Persistent storage that's just about as fast as RAM is widely held to be a year or three away from giving the server and storage industries a generational shakeup, and that change is now rather closer after US outfit Everspin started shipping samples of 256Mb Magnetoresistive random-access memory (MRAM).
MRAM looks like DDR3 or DDDR4 RAM and motherboards think it quacks like DDR. But MRAM is non-volatile – data doesn't disappear when power does – while also being rather faster than Flash. Just about everyone who's anyone in the hardware industry is therefore working on something like MRAM, because really fast persistent storage has lots of lovely uses.
Everspin's currently the only company selling this kind of stuff, but until today only in 64 megabyte chunks. Giving over a DIMM slot to just 64 megabytes of storage is not going to make MRAM mainstream. 256Mb is therefore a handy step towards making it easier to consider using MRAM more widely. Everspin says it also expects to sample a 1GB MRAM product by year's end.

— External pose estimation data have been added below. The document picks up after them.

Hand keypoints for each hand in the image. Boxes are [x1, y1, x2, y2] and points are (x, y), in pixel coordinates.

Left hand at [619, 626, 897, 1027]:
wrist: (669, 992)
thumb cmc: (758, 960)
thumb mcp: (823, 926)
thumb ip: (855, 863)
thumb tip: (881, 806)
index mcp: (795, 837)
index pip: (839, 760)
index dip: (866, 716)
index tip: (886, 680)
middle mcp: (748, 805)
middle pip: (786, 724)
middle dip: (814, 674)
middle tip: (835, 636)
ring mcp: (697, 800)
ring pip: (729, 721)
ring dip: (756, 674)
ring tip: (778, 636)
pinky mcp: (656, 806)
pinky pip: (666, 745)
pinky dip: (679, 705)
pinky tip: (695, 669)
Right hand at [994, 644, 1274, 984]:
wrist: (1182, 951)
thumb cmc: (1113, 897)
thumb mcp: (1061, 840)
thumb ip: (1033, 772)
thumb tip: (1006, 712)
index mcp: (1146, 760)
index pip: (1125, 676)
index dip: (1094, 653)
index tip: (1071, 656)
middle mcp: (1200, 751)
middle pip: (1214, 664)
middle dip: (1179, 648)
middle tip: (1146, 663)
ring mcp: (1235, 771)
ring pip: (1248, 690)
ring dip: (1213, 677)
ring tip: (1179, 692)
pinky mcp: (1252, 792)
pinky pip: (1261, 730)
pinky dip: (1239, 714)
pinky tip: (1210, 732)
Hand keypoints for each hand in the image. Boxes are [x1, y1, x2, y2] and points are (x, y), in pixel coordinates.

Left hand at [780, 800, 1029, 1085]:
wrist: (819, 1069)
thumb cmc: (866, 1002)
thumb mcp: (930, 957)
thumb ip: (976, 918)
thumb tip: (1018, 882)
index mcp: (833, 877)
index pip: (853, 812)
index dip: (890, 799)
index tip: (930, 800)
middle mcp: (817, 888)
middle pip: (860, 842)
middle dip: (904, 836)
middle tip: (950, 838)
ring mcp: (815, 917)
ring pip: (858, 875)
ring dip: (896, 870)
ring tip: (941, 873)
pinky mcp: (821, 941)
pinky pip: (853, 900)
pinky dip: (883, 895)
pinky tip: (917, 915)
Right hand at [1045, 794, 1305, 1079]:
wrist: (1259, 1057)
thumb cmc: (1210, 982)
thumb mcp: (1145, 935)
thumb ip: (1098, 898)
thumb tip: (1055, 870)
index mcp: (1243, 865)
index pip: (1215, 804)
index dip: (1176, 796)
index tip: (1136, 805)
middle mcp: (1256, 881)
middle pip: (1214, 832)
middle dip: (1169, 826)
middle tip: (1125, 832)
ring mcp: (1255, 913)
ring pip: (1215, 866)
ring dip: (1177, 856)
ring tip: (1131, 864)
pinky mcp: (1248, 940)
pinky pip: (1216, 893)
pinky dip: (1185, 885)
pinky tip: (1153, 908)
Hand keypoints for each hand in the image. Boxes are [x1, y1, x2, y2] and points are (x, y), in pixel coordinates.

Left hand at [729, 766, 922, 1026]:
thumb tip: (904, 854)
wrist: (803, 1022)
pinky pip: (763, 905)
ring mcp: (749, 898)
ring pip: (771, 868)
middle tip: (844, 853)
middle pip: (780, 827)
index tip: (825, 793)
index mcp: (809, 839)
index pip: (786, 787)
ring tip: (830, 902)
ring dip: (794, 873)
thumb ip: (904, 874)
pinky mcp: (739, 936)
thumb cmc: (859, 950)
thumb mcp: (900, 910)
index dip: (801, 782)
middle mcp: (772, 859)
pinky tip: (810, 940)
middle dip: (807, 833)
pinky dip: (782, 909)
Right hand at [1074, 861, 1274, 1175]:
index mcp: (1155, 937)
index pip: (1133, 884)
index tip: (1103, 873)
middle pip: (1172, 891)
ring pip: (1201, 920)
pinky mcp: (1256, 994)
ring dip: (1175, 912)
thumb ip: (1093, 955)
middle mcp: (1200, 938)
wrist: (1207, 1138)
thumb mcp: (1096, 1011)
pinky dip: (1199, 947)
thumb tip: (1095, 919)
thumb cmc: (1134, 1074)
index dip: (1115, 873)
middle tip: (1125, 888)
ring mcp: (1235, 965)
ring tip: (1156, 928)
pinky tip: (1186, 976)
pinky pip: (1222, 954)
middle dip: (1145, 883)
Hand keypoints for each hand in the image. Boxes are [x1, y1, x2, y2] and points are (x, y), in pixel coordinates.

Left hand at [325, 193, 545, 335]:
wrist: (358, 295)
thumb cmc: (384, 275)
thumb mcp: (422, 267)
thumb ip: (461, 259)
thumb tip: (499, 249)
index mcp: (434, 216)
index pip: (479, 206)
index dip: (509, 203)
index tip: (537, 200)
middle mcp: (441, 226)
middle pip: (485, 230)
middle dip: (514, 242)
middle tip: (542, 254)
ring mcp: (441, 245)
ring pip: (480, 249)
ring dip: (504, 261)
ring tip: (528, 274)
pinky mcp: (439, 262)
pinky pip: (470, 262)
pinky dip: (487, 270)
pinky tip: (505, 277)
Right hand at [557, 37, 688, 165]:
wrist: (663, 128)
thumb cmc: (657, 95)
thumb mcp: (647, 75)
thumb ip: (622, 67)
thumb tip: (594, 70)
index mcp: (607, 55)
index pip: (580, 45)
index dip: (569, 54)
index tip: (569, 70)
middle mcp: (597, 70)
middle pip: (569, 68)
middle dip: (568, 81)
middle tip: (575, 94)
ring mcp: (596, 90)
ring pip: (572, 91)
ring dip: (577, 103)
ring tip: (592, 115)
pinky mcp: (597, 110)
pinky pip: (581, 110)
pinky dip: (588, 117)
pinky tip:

The DDR interface is lovely and fast – DDR4 RAM can hit 19,000 MB/s – and Everspin is claiming write times 100,000 times faster than NAND Flash. That speed comes, in part, because there's no need to traverse SATA interfaces or a network.
There's a host of issues before this stuff becomes a mainstream option, starting with server-makers needing to accommodate MRAM so that machines operating systems can make MRAM work and understand it's a persistent tier of storage even though it lives in a DIMM slot. IBM has shown off a driver for Power8 Systems and Everspin says it's chatting to other server-makers too. So that box is partly ticked.
Density is another thing to worry about: servers can hold only so many DIMMS and the kind of application that likes fast storage also likes lots of memory. Everspin says it's working on 6GB MRAM, which will help with density, and is confident server-makers will rise to the challenge.
The there's cost. Everspin wouldn't give us a firm number for a 256Mb product, only saying it will be competitively priced compared to the cost of hardening a server to keep RAM electrified.
But the company feels it has cost covered in the long term, because its MRAM is manufactured on a 300nm wafer, a cost-effective process.